What is expected. Across the data below, count every line where the string "Hatch" appears. Answer with the number alone.

Data under study.
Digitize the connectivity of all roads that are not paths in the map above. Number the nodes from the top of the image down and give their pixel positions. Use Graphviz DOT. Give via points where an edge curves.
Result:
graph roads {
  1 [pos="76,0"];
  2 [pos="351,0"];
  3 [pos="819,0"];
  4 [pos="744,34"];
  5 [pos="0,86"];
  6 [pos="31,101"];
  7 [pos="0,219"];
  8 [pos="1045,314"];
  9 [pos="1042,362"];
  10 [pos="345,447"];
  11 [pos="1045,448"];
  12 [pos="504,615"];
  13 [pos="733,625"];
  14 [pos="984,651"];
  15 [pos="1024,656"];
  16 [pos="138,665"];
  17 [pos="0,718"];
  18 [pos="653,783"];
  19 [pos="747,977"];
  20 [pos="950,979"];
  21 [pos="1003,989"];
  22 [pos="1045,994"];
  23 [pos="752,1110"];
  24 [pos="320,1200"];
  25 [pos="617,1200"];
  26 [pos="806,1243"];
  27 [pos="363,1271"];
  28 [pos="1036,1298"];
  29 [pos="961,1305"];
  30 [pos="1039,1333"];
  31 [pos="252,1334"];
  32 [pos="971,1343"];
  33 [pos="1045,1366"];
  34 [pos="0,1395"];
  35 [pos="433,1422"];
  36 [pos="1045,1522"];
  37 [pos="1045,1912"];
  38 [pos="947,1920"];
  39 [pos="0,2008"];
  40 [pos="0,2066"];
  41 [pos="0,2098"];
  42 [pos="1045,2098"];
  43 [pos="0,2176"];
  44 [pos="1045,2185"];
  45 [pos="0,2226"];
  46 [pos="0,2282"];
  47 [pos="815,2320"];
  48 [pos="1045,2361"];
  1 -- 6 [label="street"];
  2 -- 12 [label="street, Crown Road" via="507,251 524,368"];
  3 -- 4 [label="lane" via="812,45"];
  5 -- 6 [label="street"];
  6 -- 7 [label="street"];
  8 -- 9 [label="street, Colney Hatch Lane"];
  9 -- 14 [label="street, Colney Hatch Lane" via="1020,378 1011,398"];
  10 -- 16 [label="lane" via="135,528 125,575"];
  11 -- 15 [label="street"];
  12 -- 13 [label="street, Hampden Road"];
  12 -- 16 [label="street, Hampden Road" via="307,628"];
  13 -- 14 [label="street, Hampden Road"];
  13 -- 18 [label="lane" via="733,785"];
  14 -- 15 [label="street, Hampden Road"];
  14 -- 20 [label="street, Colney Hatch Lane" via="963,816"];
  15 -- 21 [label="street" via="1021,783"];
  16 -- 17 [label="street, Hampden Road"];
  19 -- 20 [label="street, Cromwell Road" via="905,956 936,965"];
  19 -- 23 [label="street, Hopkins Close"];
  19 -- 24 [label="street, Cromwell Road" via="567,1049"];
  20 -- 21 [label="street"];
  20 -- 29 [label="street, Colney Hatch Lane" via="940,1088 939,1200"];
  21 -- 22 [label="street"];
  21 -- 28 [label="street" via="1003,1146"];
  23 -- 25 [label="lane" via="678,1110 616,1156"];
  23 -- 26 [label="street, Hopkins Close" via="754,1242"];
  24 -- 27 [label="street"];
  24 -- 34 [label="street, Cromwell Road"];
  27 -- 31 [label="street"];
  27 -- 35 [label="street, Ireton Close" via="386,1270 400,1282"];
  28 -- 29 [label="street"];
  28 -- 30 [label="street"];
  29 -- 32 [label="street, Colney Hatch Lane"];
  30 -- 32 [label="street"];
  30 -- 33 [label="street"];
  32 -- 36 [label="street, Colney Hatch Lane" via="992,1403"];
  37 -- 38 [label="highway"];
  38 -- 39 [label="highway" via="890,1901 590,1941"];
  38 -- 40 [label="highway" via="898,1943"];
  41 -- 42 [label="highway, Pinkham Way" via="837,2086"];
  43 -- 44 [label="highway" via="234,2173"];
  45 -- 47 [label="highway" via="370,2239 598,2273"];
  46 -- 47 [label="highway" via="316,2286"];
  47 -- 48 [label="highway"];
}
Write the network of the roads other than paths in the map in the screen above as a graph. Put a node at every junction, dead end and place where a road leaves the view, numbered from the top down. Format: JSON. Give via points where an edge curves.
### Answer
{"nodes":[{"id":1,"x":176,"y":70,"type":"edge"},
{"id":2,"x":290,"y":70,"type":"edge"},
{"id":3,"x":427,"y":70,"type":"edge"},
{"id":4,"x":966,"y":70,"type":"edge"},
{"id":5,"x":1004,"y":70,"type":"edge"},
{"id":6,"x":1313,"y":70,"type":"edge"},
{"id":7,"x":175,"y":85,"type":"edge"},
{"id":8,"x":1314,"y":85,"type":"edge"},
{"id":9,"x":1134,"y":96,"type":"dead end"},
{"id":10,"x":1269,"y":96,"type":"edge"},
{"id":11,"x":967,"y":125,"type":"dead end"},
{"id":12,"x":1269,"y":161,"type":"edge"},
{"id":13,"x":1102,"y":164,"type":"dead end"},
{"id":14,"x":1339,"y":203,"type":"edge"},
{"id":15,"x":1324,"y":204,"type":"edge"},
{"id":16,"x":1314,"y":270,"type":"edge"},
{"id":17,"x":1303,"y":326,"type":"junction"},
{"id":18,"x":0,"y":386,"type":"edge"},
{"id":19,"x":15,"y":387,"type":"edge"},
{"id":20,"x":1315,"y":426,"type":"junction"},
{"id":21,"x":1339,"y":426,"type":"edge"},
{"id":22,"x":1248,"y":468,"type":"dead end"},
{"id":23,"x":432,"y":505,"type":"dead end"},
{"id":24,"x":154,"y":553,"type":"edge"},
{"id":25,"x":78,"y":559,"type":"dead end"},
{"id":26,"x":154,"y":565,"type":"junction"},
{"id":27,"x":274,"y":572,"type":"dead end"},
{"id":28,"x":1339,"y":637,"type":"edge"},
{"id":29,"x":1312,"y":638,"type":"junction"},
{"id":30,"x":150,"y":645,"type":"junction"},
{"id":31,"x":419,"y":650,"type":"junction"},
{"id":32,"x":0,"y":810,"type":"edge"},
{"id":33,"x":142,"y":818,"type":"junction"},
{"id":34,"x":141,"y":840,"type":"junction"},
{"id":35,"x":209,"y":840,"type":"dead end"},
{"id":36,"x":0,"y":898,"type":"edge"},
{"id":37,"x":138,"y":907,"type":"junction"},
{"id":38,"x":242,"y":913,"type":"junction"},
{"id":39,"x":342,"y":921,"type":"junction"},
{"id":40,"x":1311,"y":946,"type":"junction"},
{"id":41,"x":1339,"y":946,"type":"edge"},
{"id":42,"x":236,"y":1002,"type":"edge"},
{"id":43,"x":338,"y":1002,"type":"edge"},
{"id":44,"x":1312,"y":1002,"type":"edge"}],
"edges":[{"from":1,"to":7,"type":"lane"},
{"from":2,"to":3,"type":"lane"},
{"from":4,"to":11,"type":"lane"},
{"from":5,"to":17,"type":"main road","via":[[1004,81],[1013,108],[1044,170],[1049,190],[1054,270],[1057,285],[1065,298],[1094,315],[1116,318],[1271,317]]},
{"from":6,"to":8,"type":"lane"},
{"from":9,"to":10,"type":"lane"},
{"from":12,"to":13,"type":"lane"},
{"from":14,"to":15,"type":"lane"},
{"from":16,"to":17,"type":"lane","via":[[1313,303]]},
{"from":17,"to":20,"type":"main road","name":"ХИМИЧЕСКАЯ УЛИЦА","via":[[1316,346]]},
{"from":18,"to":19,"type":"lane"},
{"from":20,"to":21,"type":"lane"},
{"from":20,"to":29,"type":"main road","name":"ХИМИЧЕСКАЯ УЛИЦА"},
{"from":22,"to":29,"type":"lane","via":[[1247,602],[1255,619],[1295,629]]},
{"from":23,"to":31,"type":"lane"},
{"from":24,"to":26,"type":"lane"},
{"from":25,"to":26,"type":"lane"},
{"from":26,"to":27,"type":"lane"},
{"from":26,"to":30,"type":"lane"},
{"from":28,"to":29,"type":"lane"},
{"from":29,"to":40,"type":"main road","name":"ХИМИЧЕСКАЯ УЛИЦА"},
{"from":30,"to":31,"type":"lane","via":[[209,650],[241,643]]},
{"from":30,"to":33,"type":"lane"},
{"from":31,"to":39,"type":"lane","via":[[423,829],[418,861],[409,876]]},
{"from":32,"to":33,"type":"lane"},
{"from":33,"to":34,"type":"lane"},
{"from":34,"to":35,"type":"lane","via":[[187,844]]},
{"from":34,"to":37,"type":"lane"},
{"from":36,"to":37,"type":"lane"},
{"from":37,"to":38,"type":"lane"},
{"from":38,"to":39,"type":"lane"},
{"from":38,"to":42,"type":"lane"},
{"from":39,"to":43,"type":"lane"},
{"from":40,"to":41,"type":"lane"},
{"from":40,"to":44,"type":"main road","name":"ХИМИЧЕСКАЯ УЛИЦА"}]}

Your solution. 6